**WHAT IS BEING ASKED:** Would you copy out exactly the lines of the listing below, beginning with the one that contains "Trace every road, lane" and ending with the last?

**SOURCE DATA:**
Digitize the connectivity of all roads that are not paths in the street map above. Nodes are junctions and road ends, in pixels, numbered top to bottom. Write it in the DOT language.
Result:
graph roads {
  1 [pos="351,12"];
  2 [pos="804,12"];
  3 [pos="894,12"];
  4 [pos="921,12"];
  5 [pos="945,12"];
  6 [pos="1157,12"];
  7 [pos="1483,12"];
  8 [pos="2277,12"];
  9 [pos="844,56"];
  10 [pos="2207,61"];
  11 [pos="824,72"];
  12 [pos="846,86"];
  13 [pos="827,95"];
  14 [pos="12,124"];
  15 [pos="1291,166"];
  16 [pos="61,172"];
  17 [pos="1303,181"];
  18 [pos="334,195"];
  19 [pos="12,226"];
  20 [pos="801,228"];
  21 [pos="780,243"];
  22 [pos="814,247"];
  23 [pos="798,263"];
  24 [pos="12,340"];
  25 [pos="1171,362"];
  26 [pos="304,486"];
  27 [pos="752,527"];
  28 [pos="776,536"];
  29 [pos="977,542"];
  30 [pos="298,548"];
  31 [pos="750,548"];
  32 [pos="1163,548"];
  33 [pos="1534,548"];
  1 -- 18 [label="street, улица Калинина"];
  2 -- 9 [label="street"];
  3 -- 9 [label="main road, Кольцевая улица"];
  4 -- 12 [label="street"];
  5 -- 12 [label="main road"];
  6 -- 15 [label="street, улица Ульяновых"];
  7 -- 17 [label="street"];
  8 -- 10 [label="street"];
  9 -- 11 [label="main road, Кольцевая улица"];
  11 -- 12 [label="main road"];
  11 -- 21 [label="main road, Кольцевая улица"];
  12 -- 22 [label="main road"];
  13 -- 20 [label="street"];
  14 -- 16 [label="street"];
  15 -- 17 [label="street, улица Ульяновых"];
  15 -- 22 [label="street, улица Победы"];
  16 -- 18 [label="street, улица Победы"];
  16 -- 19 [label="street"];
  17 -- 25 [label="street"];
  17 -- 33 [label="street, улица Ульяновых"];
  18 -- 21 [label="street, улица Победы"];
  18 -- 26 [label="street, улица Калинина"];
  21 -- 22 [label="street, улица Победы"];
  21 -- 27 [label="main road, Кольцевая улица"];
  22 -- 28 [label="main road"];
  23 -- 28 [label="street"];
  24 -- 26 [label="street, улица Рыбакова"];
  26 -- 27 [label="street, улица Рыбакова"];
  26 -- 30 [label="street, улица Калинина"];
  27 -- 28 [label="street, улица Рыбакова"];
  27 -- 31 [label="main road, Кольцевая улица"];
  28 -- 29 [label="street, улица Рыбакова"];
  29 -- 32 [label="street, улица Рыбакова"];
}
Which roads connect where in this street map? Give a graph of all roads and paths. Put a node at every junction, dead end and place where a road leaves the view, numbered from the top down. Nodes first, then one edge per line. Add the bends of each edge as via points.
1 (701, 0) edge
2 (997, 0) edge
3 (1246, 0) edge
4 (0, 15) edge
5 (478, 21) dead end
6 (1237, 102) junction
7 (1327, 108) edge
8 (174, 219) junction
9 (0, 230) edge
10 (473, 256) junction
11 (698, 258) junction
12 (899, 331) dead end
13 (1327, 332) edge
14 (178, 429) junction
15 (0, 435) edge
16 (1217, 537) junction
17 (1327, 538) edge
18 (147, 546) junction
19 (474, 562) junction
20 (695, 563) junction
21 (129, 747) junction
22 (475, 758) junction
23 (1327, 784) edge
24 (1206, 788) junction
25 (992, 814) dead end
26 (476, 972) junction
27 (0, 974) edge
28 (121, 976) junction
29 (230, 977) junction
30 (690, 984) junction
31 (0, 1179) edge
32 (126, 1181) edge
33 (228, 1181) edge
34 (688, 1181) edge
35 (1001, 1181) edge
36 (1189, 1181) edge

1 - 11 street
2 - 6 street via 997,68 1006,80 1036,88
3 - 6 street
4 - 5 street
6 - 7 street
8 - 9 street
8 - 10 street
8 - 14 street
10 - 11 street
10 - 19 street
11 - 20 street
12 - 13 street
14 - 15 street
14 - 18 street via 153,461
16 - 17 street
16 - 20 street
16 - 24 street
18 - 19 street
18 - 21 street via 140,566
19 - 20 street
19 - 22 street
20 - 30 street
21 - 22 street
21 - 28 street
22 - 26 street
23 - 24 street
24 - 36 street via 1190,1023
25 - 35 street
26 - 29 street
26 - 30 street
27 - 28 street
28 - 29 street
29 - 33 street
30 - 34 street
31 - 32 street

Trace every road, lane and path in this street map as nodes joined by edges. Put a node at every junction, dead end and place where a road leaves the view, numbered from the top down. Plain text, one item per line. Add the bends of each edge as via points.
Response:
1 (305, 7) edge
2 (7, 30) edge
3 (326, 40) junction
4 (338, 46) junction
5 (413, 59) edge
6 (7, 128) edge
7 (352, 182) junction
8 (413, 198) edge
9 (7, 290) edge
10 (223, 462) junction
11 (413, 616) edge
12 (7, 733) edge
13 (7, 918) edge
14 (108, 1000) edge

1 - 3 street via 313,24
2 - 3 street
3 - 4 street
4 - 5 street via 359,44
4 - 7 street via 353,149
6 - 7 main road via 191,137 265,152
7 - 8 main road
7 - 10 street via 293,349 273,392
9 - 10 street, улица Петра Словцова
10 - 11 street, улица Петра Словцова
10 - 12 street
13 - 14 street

**EXERCISE RESULT:**
Trace every road, lane and path in this street map as nodes joined by edges. Put a node at every junction, dead end and place where a road leaves the view, numbered from the top down. Plain text, one item per line. Add the bends of each edge as via points.
Response:
1 (305, 7) edge
2 (7, 30) edge
3 (326, 40) junction
4 (338, 46) junction
5 (413, 59) edge
6 (7, 128) edge
7 (352, 182) junction
8 (413, 198) edge
9 (7, 290) edge
10 (223, 462) junction
11 (413, 616) edge
12 (7, 733) edge
13 (7, 918) edge
14 (108, 1000) edge

1 - 3 street via 313,24
2 - 3 street
3 - 4 street
4 - 5 street via 359,44
4 - 7 street via 353,149
6 - 7 main road via 191,137 265,152
7 - 8 main road
7 - 10 street via 293,349 273,392
9 - 10 street, улица Петра Словцова
10 - 11 street, улица Петра Словцова
10 - 12 street
13 - 14 street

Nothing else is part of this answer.